I can tell you one thing for certain. I'm NEVER going to buy anything made by HP, at least while Ms. Fiorina and others of her ilk are at the helm there.

5 January 2004

Let's bring the S factor out of the closet and into the daylight where we can all see it

Why Bush is going to win in 2004:
It's the "Stupid factor," the S factor: Some people -- sometimes through no fault of their own -- are just not very bright.

It's not merely that some people are insufficiently intelligent to grasp the nuances of foreign policy, of constitutional law, of macroeconomics or of the variegated interplay of humans and the environment. These aren't the people I'm referring to. The people I'm referring to cannot understand the phenomenon of cause and effect. They're perplexed by issues comprising more than two sides. They don't have the wherewithal to expand the sources of their information. And above all -- far above all -- they don't think.

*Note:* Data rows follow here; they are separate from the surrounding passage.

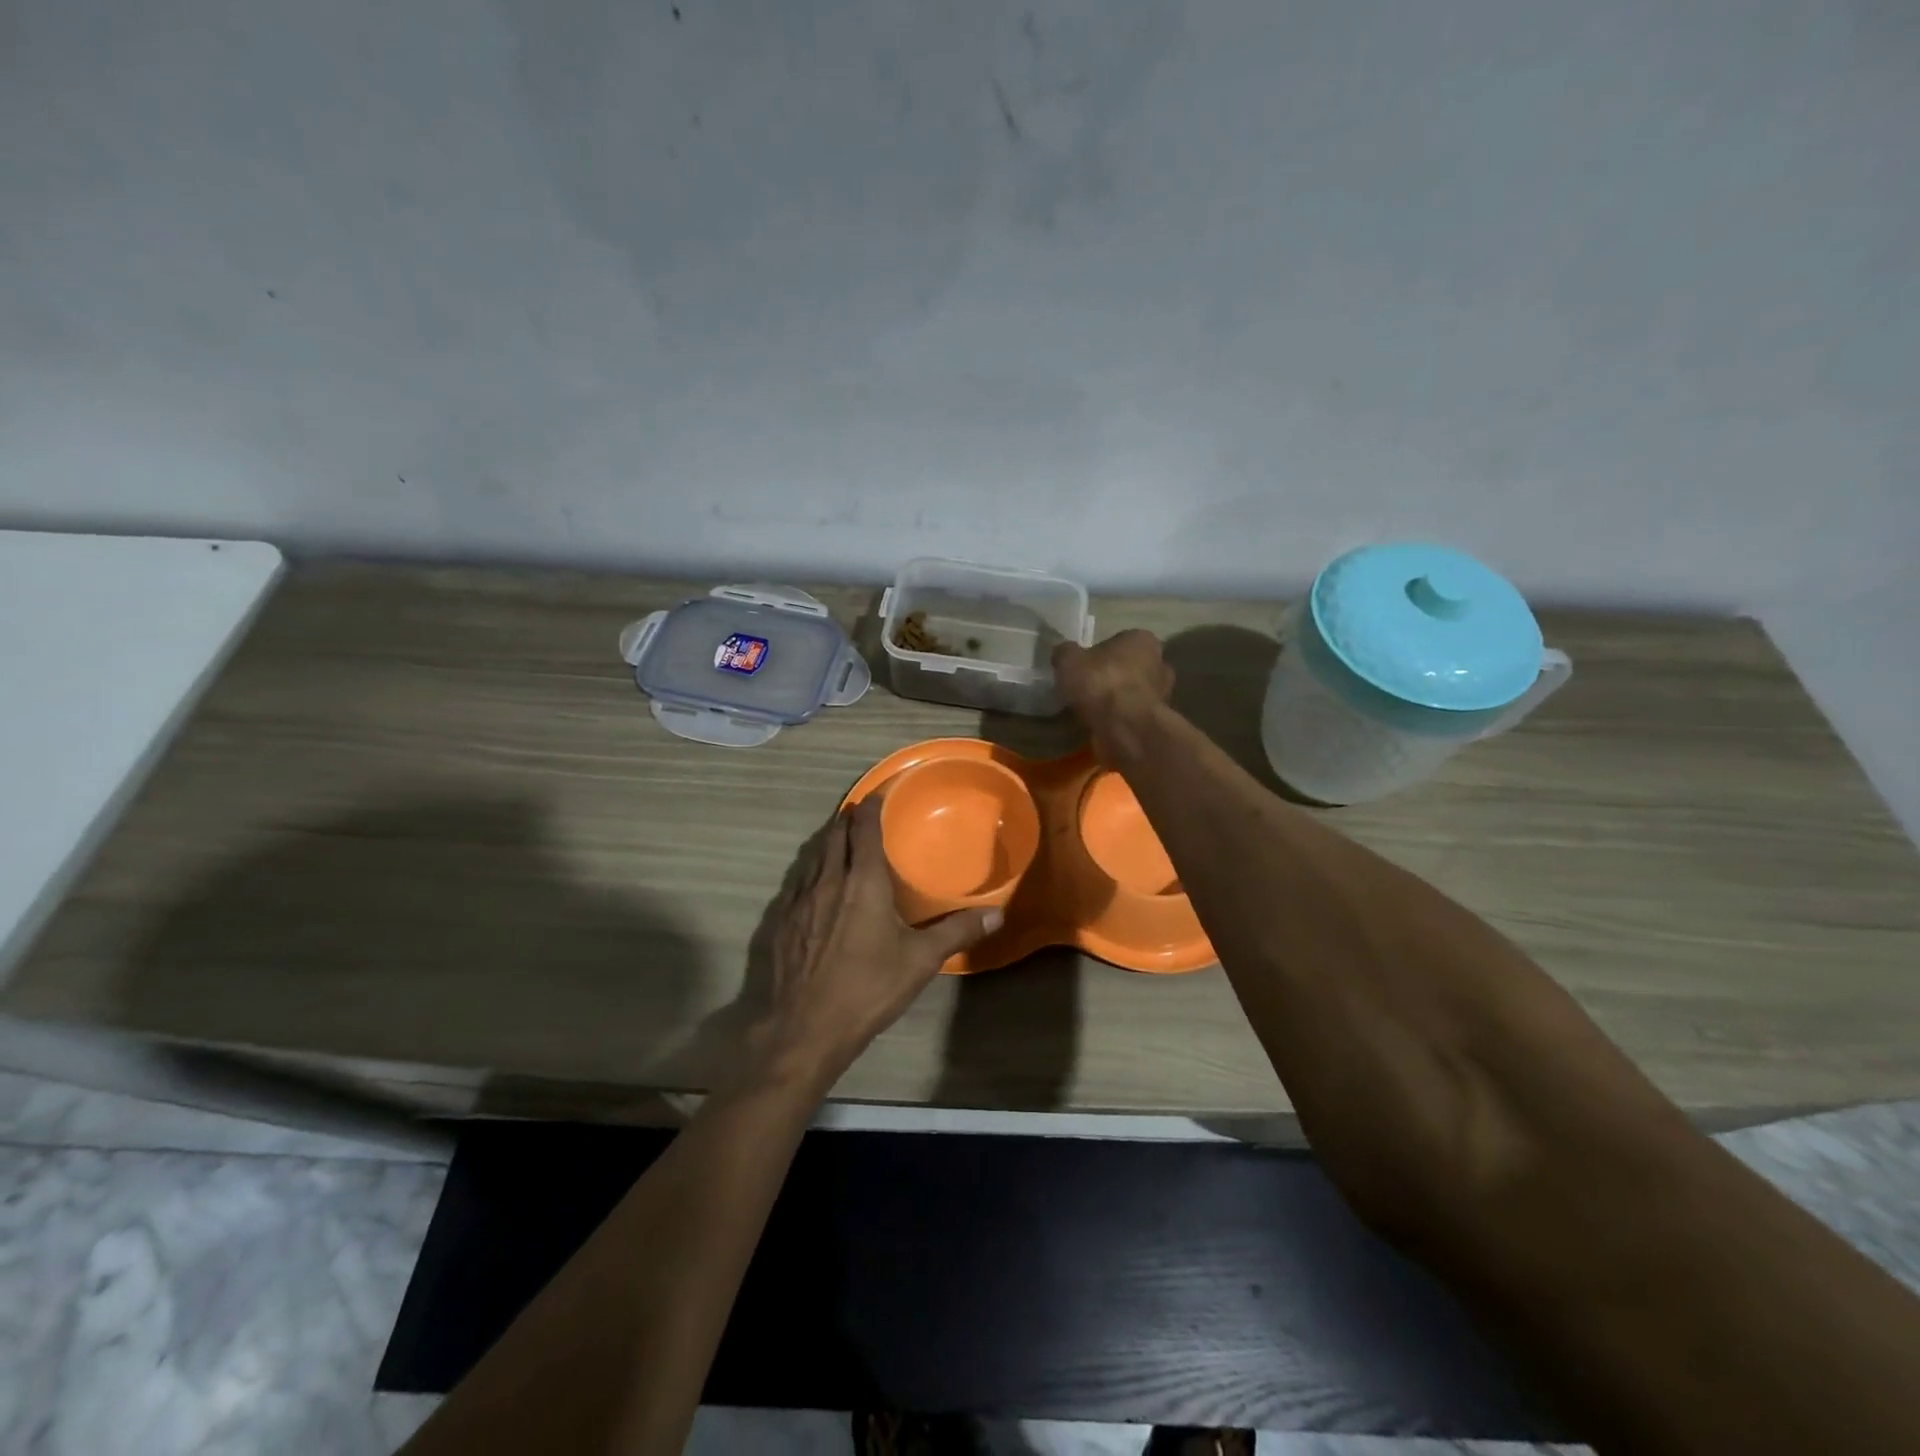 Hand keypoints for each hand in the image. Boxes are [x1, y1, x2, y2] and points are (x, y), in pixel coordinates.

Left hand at [749, 798, 1001, 1089]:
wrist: (805, 1027)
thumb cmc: (869, 987)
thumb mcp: (921, 960)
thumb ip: (957, 932)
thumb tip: (997, 914)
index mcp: (863, 882)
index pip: (863, 830)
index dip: (869, 808)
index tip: (876, 795)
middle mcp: (828, 881)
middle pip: (834, 837)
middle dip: (846, 821)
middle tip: (859, 815)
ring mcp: (799, 901)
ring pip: (813, 857)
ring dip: (827, 844)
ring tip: (839, 842)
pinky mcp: (781, 922)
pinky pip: (797, 883)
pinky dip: (810, 872)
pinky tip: (815, 887)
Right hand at [1052, 629, 1173, 748]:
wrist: (1125, 727)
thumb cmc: (1100, 683)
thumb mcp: (1069, 660)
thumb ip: (1066, 652)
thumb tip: (1064, 652)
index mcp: (1142, 639)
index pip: (1119, 641)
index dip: (1100, 654)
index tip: (1084, 667)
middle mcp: (1160, 662)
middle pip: (1131, 666)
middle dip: (1113, 676)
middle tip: (1088, 688)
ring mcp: (1163, 693)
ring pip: (1135, 692)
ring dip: (1119, 699)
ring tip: (1093, 710)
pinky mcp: (1158, 720)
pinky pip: (1134, 714)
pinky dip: (1122, 718)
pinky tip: (1103, 724) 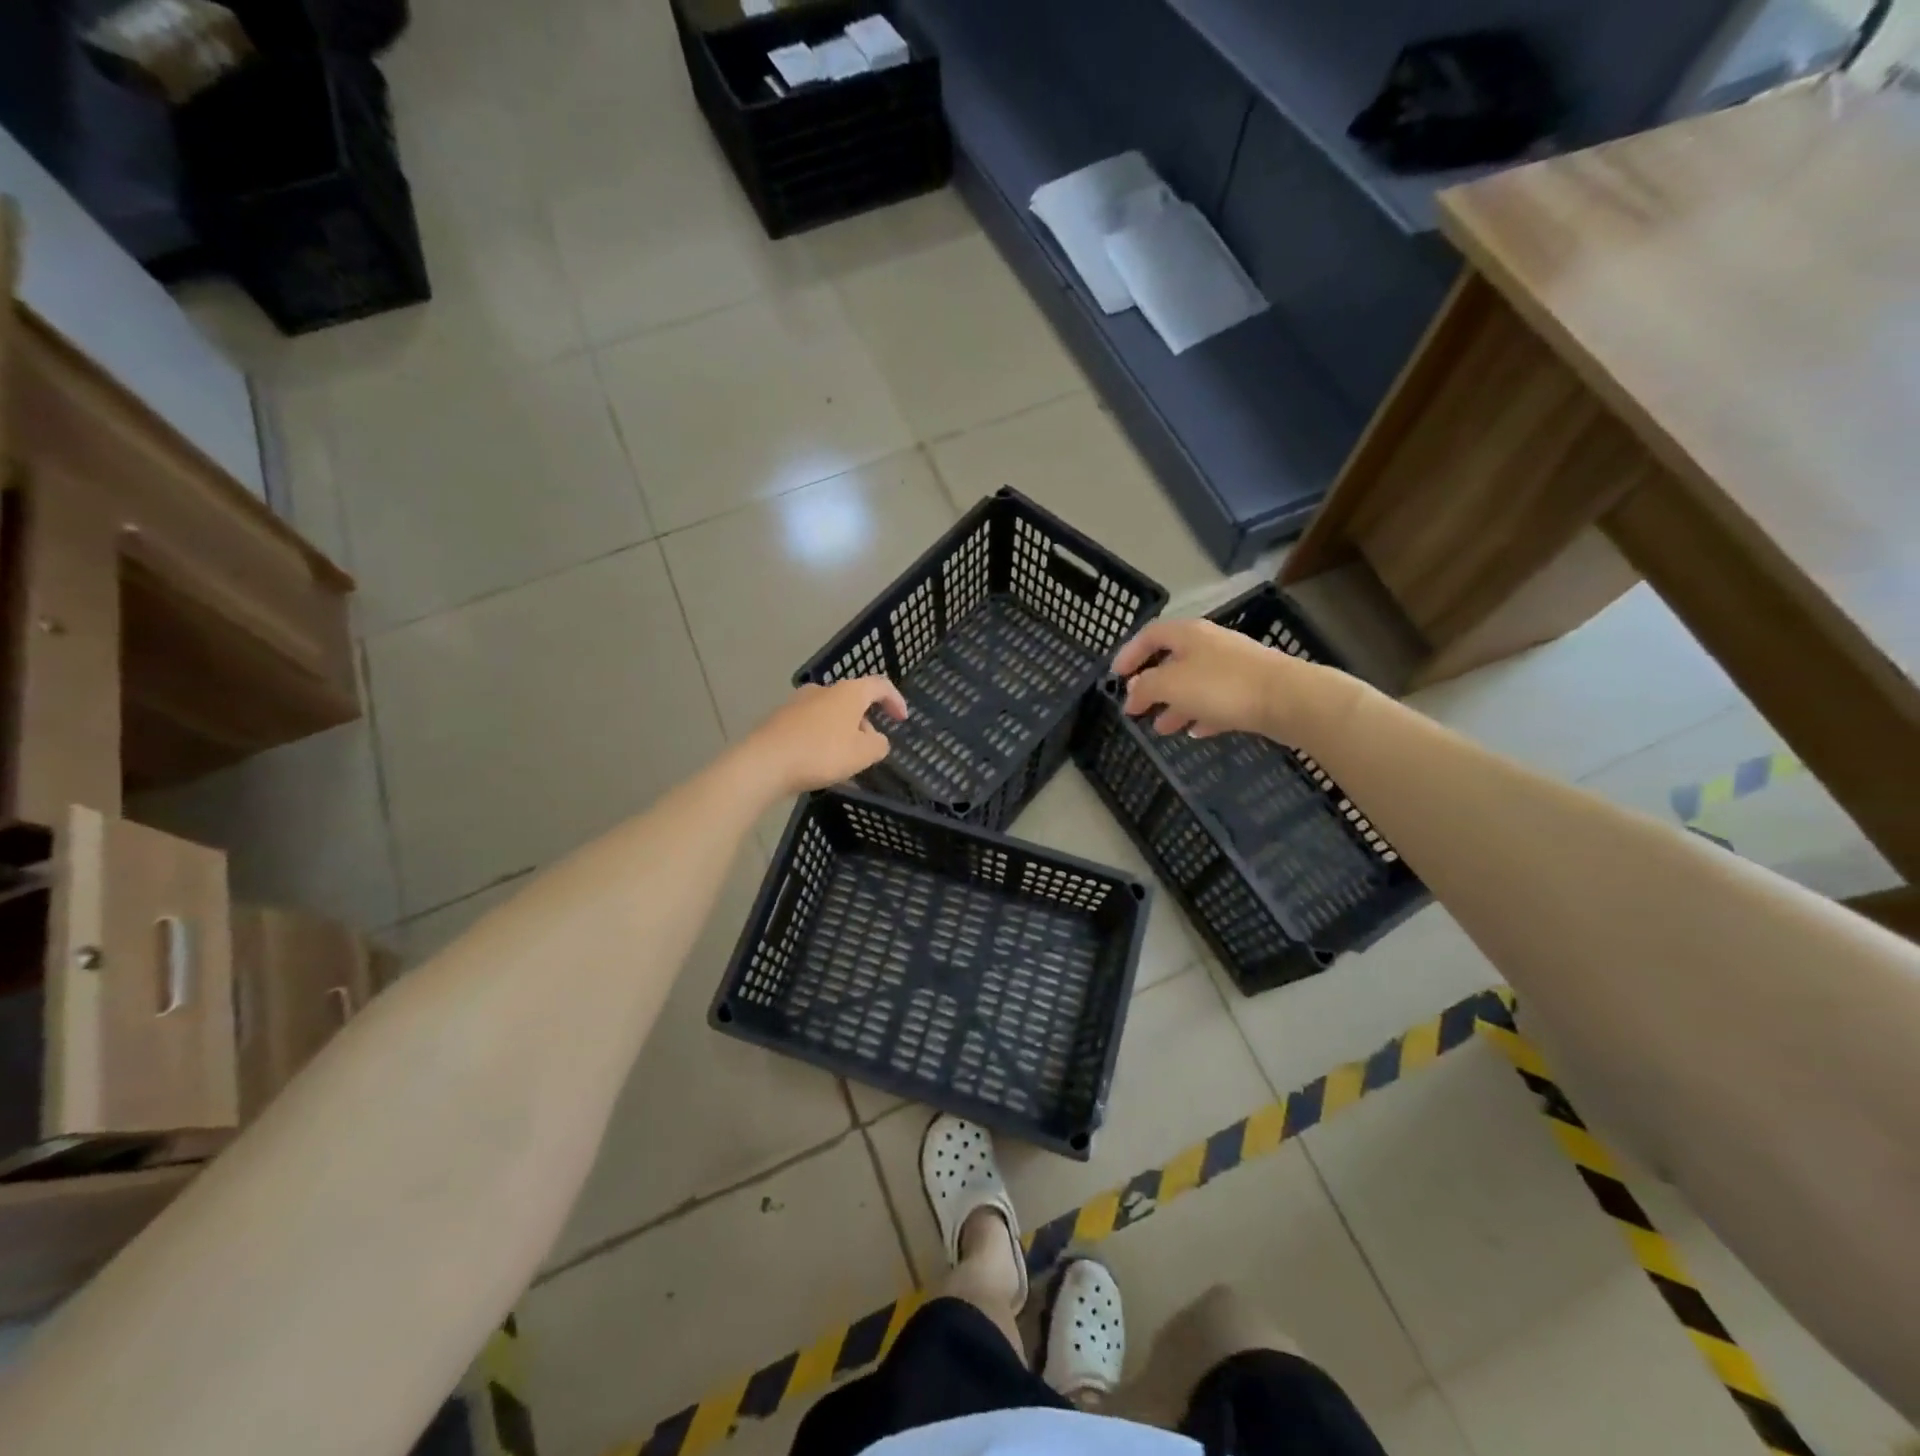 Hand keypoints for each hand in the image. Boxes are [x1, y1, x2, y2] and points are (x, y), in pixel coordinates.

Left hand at [743, 678, 908, 795]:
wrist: (764, 763)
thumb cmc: (821, 753)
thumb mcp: (863, 754)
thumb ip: (878, 745)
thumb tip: (876, 739)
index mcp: (848, 692)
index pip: (880, 686)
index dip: (895, 700)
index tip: (901, 719)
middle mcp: (823, 690)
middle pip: (852, 701)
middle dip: (864, 723)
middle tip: (869, 750)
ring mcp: (798, 703)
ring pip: (830, 715)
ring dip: (842, 734)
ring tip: (844, 762)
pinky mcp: (780, 719)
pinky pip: (810, 727)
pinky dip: (821, 740)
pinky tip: (819, 764)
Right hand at [1113, 618, 1345, 742]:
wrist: (1288, 699)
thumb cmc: (1222, 686)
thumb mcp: (1171, 684)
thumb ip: (1145, 687)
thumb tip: (1131, 690)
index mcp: (1188, 634)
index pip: (1149, 635)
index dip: (1129, 654)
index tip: (1115, 677)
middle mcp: (1209, 644)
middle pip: (1172, 661)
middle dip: (1151, 686)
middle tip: (1136, 709)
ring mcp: (1233, 666)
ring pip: (1194, 684)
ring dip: (1174, 705)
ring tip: (1161, 729)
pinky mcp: (1251, 689)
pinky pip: (1217, 700)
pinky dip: (1201, 714)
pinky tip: (1195, 732)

You know these people; they're all around you (they're not you, else you would not be reading this article this far). They're the ones who keep the puerile shows on TV, who appear as regular recipients of the Darwin Awards, who raise our insurance rates by doing dumb things, who generally make life much more miserable for all of us than it ought to be. Sad to say, they comprise a substantial minority -- perhaps even a majority -- of the populace.